What to do =>
Your task is to show every line in the listing below that includes "Parkway".

Data supplied =>
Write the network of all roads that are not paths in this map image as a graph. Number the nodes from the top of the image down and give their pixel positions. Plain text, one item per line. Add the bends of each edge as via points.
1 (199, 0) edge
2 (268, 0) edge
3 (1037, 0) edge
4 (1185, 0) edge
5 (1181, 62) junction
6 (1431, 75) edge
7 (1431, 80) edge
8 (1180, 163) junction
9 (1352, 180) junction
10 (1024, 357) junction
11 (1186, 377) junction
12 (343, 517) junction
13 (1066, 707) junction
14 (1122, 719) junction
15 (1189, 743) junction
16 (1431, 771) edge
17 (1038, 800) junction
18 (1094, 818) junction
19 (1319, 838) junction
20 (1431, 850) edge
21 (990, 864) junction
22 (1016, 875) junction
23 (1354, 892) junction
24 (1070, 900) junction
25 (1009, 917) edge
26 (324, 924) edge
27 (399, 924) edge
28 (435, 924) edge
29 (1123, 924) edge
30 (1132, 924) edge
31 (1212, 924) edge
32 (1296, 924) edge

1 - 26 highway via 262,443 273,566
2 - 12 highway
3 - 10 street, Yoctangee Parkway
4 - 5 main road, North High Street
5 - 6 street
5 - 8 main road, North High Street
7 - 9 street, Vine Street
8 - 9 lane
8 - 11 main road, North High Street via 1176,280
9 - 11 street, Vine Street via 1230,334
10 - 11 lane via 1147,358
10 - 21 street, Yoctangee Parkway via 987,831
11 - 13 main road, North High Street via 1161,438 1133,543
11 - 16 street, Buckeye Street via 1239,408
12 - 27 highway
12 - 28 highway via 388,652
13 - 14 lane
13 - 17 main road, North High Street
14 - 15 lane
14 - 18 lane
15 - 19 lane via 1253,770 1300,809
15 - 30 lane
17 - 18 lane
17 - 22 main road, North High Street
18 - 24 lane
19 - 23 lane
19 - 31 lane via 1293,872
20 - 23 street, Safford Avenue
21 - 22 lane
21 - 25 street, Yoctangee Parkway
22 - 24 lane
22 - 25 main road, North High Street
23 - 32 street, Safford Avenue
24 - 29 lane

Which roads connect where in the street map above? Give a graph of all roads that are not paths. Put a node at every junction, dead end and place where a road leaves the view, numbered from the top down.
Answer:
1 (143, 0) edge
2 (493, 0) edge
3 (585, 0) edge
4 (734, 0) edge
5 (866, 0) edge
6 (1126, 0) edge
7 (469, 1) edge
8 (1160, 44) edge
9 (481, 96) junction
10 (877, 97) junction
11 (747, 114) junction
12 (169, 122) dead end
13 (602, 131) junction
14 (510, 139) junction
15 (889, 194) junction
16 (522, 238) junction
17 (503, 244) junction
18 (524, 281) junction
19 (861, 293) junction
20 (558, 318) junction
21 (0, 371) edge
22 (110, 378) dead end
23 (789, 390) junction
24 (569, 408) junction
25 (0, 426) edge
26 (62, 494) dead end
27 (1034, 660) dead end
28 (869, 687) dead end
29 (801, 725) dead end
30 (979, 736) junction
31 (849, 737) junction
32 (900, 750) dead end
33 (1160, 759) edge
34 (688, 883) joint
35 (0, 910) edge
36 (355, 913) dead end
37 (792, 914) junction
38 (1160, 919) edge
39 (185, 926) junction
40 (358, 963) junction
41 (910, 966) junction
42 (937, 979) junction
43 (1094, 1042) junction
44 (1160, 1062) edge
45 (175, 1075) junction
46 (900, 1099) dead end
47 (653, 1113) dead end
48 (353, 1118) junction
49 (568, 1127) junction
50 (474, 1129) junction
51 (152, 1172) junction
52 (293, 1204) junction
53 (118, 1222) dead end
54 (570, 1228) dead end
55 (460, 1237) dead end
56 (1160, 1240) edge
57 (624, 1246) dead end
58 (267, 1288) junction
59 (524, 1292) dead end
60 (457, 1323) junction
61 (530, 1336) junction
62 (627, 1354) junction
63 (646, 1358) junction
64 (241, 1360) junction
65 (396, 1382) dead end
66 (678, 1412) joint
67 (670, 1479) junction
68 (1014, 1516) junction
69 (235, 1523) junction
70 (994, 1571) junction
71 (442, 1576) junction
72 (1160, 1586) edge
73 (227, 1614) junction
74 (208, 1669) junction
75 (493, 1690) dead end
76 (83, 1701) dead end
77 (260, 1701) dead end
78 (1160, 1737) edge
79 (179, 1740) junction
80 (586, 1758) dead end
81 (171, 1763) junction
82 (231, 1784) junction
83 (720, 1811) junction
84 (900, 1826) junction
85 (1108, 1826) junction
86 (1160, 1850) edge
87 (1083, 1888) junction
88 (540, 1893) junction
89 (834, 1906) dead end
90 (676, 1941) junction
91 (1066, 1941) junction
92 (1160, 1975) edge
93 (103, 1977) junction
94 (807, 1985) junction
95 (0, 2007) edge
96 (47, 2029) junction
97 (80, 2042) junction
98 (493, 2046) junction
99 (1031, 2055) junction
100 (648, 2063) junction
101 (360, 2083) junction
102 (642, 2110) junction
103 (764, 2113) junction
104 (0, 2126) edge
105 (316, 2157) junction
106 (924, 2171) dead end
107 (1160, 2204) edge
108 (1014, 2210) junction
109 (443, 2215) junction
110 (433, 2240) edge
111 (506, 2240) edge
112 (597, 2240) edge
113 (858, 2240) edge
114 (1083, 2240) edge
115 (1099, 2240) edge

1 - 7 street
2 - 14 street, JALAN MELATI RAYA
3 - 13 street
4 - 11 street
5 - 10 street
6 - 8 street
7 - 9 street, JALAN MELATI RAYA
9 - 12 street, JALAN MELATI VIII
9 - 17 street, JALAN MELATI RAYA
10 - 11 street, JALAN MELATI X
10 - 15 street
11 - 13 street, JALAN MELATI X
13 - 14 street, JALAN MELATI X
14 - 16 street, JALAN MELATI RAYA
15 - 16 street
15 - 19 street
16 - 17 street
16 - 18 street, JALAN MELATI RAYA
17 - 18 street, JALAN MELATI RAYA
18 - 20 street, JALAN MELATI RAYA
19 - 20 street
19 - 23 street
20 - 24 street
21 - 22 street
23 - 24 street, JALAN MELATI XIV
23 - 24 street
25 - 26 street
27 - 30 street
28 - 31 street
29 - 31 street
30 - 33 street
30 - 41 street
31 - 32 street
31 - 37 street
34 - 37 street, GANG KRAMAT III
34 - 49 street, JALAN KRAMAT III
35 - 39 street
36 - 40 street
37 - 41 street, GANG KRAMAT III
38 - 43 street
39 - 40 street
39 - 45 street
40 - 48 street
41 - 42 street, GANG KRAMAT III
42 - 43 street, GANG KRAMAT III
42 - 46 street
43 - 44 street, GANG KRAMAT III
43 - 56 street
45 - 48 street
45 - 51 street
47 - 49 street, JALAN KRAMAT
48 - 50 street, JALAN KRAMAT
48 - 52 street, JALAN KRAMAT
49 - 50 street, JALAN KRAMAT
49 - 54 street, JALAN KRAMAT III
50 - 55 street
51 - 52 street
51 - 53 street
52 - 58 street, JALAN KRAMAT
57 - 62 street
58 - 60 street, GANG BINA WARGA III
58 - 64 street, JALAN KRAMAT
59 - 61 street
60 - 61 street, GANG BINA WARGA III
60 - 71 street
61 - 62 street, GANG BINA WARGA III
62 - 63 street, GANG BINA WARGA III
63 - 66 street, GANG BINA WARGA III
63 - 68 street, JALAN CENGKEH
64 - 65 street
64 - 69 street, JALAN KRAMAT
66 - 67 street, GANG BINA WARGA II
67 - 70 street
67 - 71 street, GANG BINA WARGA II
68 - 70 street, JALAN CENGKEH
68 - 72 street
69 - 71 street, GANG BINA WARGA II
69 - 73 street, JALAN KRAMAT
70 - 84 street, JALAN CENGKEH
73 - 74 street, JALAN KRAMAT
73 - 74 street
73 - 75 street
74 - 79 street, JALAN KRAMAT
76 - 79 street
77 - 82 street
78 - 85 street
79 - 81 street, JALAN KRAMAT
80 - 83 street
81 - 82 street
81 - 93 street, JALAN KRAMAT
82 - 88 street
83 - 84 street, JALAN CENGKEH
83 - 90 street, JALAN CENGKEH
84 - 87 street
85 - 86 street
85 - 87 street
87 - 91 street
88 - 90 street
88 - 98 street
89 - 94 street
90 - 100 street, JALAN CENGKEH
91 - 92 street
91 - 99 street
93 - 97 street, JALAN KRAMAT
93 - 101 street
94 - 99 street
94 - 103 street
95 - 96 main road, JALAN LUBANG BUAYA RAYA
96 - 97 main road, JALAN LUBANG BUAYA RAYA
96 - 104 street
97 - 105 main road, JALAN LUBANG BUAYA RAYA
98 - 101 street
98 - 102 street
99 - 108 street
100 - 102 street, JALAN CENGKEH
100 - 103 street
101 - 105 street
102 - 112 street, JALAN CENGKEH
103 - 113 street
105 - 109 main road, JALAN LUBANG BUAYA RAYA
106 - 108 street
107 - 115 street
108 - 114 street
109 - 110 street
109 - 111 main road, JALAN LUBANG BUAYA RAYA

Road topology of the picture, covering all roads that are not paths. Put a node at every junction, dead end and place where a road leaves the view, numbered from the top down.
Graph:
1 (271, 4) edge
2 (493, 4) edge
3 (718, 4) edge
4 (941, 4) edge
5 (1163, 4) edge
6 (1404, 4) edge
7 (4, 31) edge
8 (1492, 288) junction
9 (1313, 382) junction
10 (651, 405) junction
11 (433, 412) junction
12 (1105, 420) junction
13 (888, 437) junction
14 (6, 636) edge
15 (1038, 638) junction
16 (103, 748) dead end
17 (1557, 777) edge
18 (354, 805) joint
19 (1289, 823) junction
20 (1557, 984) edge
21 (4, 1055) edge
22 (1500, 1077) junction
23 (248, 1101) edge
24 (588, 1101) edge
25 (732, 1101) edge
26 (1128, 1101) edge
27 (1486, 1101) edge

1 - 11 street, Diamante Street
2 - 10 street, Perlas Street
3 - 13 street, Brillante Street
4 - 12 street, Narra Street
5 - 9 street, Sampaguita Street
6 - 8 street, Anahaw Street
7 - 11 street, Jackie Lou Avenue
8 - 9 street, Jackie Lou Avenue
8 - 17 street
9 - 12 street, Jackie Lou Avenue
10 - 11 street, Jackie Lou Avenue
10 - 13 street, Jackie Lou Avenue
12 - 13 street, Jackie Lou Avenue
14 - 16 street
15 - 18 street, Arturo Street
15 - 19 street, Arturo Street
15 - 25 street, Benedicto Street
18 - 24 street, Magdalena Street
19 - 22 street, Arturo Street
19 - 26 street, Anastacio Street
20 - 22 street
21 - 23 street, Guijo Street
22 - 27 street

Output of the task =>
3 - 10 street, Yoctangee Parkway
10 - 21 street, Yoctangee Parkway via 987,831
21 - 25 street, Yoctangee Parkway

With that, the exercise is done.